Please copy every line of the data in which the string "nodes" appears.

__Stored data__.
========
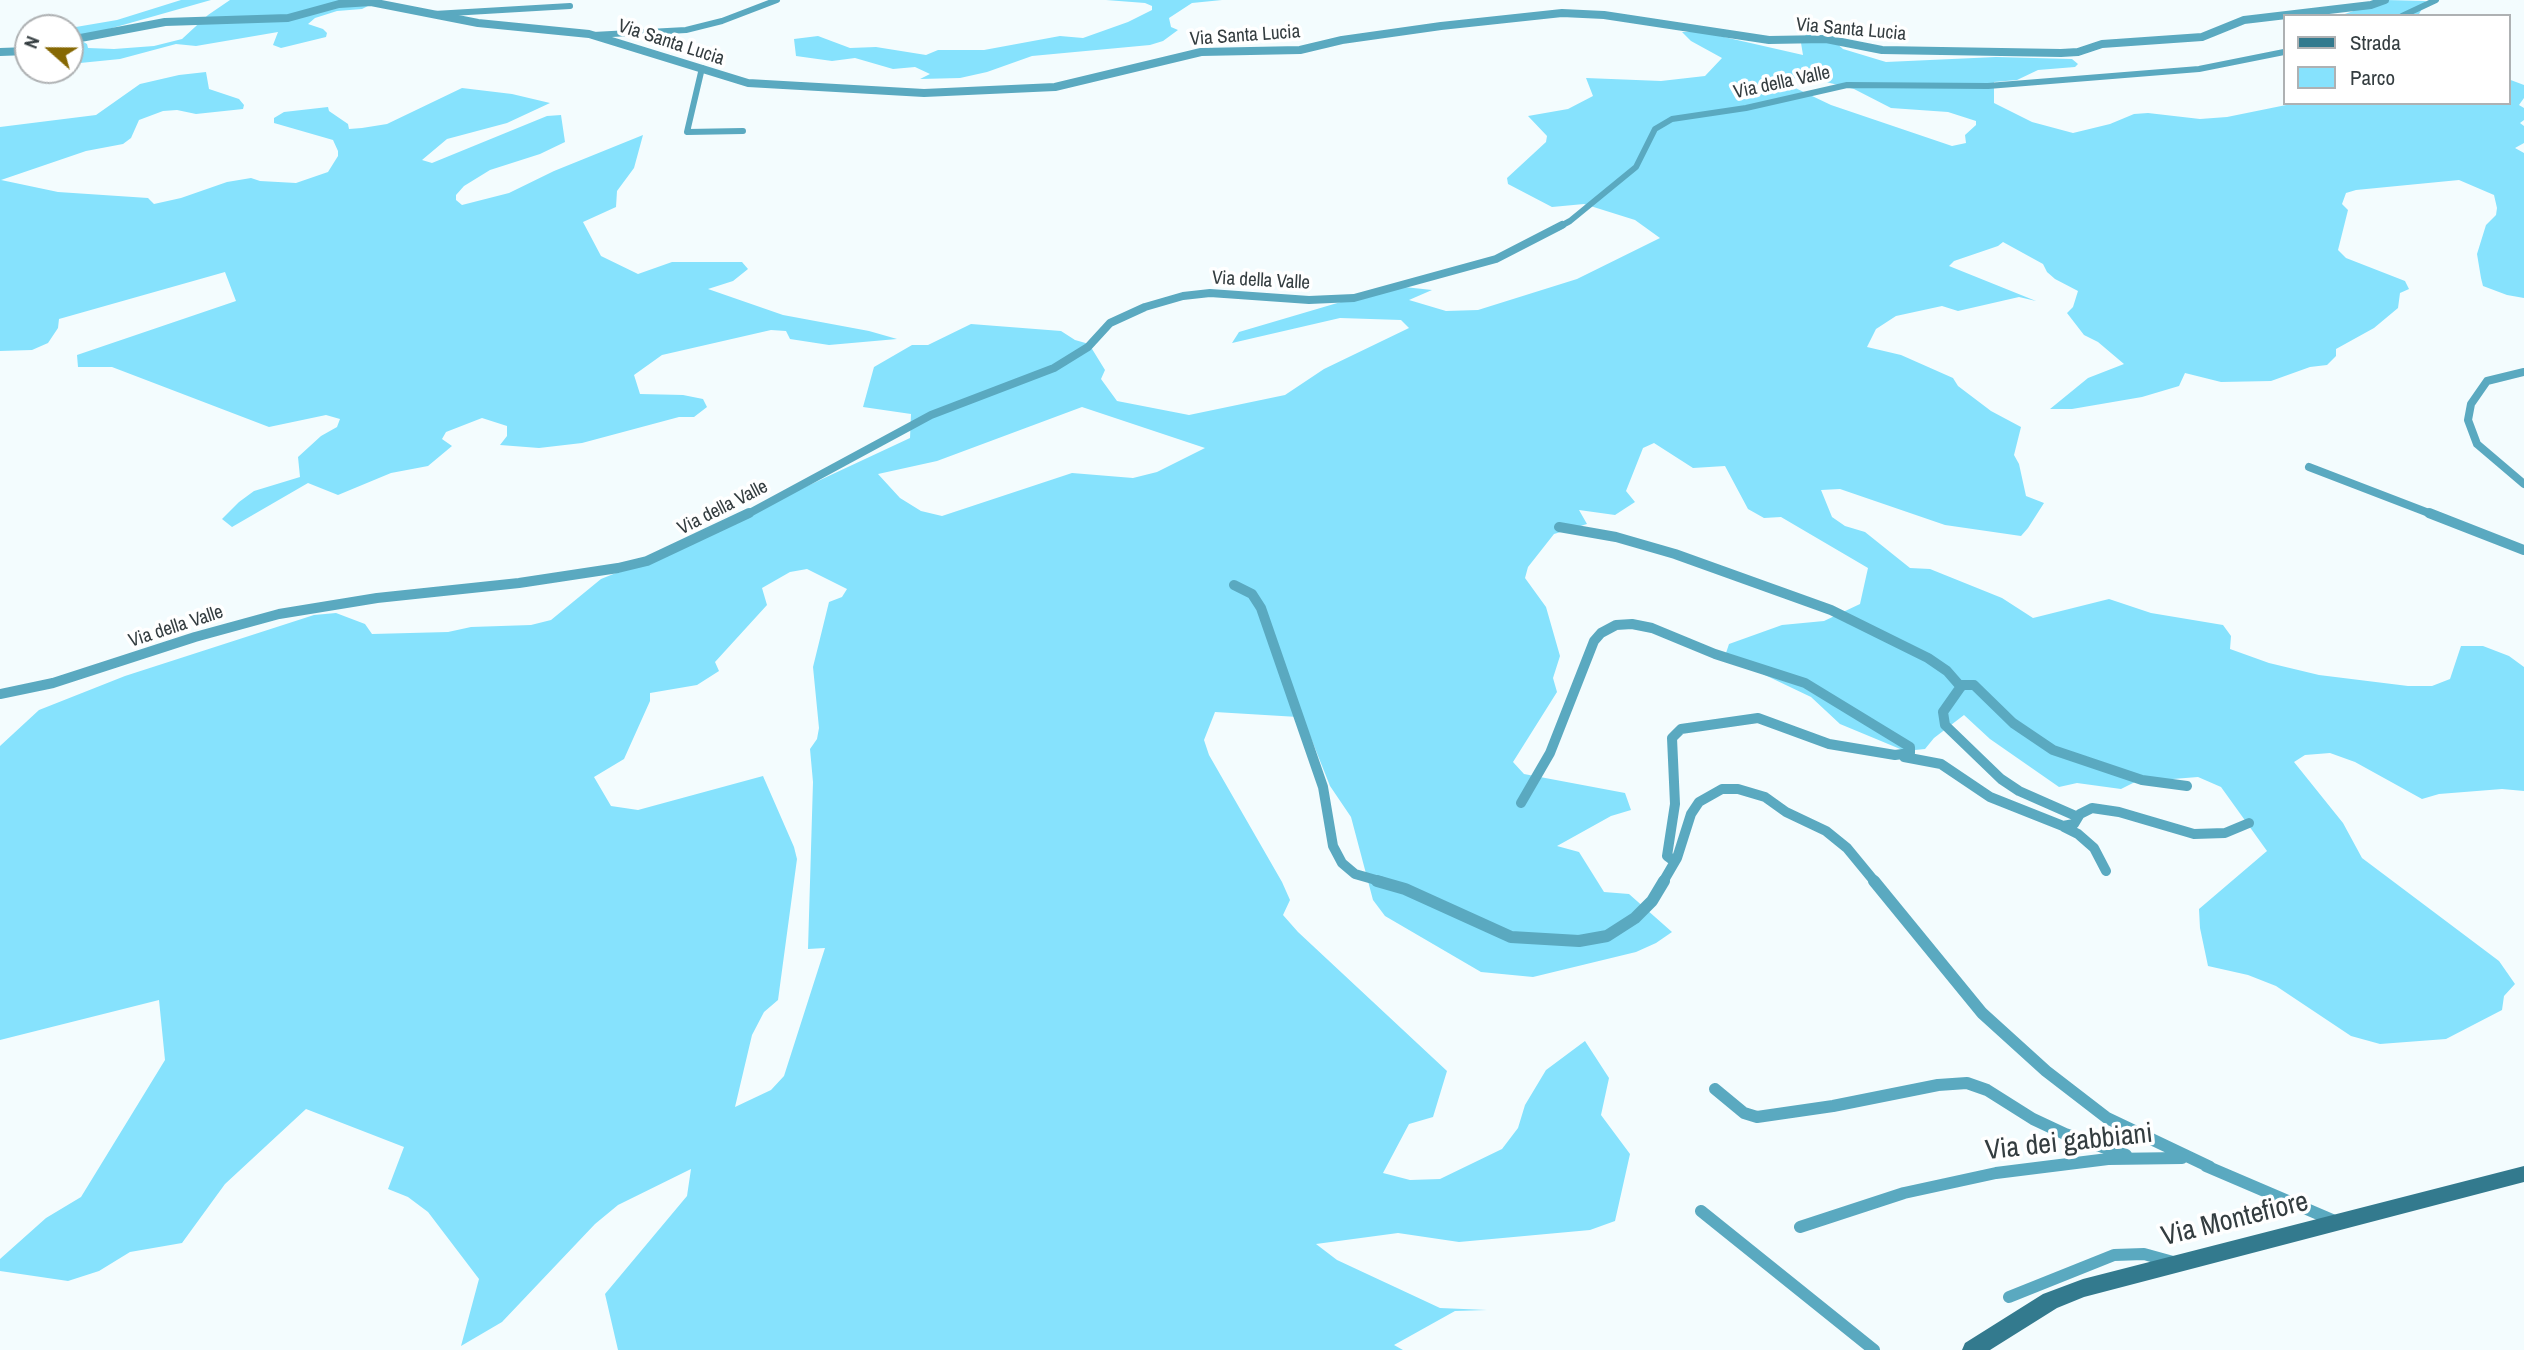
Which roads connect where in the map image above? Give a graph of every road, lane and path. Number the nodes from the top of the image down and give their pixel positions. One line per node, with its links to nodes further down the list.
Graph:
1 (777, 0): 9 (street)
2 (2385, 0): 6 (street, Via Santa Lucia)
3 (2436, 0): 7 (street)
4 (570, 6): 5 (street)
5 (434, 14): 9 (street, Via Santa Lucia); 10 (street, Via Santa Lucia)
6 (2294, 14)
7 (2406, 14)
8 (2282, 15): 12 (street, Via Santa Lucia)
9 (589, 34): 12 (street, Via Santa Lucia)
10 (84, 37)
11 (2282, 52): 21 (street, Via della Valle)
12 (702, 68): 13 (street)
13 (743, 131)
14 (2524, 372): 16 (street)
15 (2309, 467): 18 (street)
16 (2524, 484)
17 (1559, 527): 20 (street)
18 (2524, 550)
19 (1234, 585): 28 (street)
20 (1961, 687): 23 (street); 25 (street)
21 (0, 694)
22 (1889, 755): 24 (street); 27 (street); 28 (street)
23 (2187, 786)
24 (1521, 803)
25 (2078, 817): 26 (street); 27 (street)
26 (2249, 824)
27 (2060, 825): 29 (street)
28 (1677, 858): 32 (street)
29 (2106, 871)
30 (1715, 1089): 31 (street)
31 (2137, 1158): 32 (street, Via dei gabbiani); 36 (street, Via dei gabbiani)
32 (2210, 1167): 35 (street, Via dei gabbiani)
33 (2524, 1174): 35 (main road, Via Montefiore)
34 (1701, 1211): 39 (street)
35 (2337, 1222): 37 (main road, Via Montefiore)
36 (1800, 1227)
37 (2177, 1264): 38 (street); 40 (main road, Via Montefiore)
38 (2009, 1297)
39 (1874, 1350)
40 (1972, 1350)

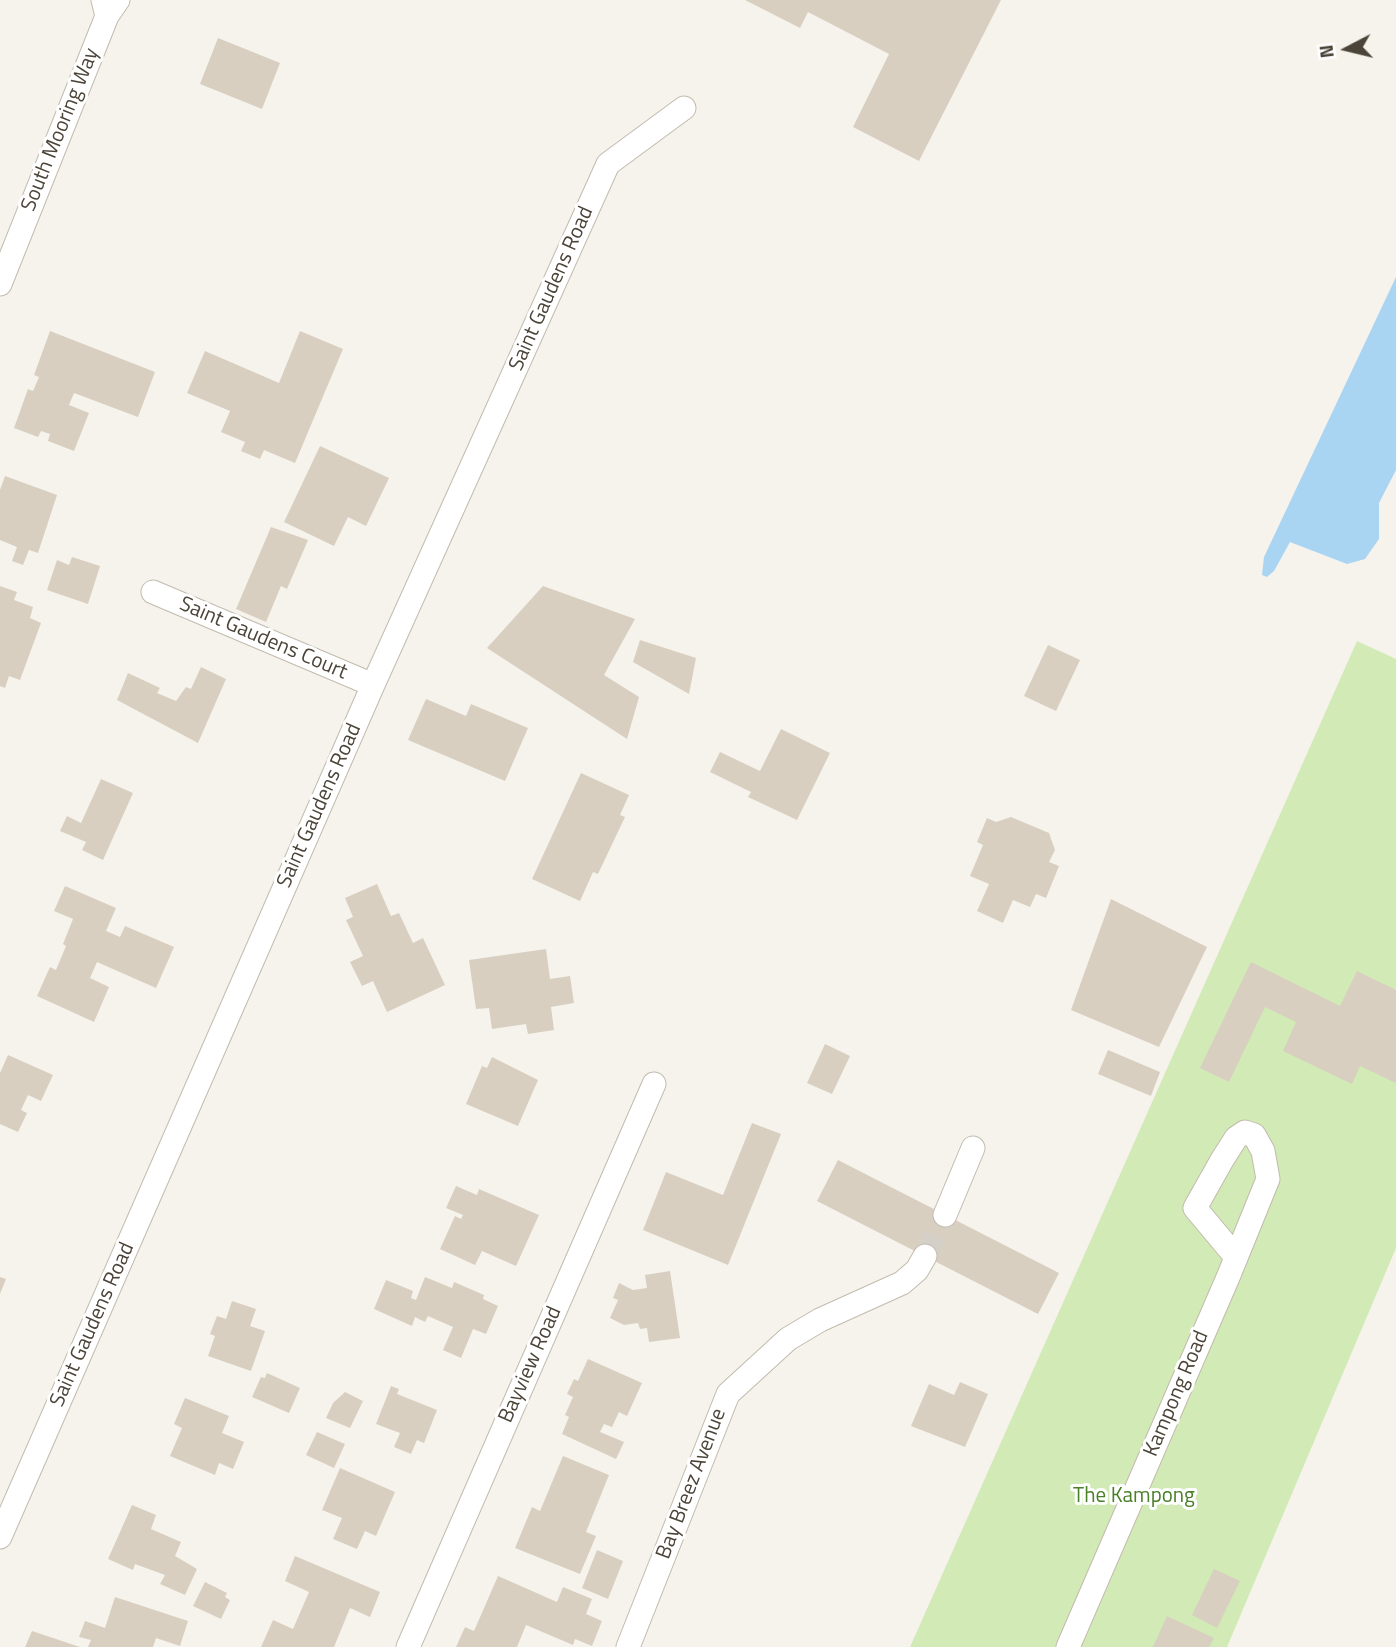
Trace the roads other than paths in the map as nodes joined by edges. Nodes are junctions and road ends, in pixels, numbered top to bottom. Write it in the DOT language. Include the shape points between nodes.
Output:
graph roads {
  1 [pos="109,5"];
  2 [pos="684,108"];
  3 [pos="0,284"];
  4 [pos="153,592"];
  5 [pos="373,685"];
  6 [pos="654,1084"];
  7 [pos="973,1148"];
  8 [pos="945,1214"];
  9 [pos="925,1256"];
  10 [pos="1236,1257"];
  11 [pos="0,1537"];
  12 [pos="408,1647"];
  13 [pos="628,1647"];
  14 [pos="1068,1647"];
  1 -- 3 [label="street, South Mooring Way"];
  2 -- 5 [label="street, Saint Gaudens Road" via="608,164"];
  4 -- 5 [label="street, Saint Gaudens Court"];
  5 -- 11 [label="street, Saint Gaudens Road"];
  6 -- 12 [label="street, Bayview Road"];
  7 -- 8 [label="street"];
  9 -- 13 [label="street, Bay Breez Avenue" via="902,1283 788,1339 728,1394"];
  10 -- 10 [label="street, Kampong Road" via="1195,1208 1236,1138 1245,1132 1254,1135 1263,1151 1268,1179"];
  10 -- 14 [label="street, Kampong Road"];
}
========
__Solution__.
Which roads connect where in the map image above? Give a graph of every road, lane and path. Number the nodes from the top of the image down and give their pixel positions. One line per node, with its links to nodes further down the list.
Trace the roads other than paths in the map as nodes joined by edges. Nodes are junctions and road ends, in pixels, numbered top to bottom. Write it in the DOT language. Include the shape points between nodes.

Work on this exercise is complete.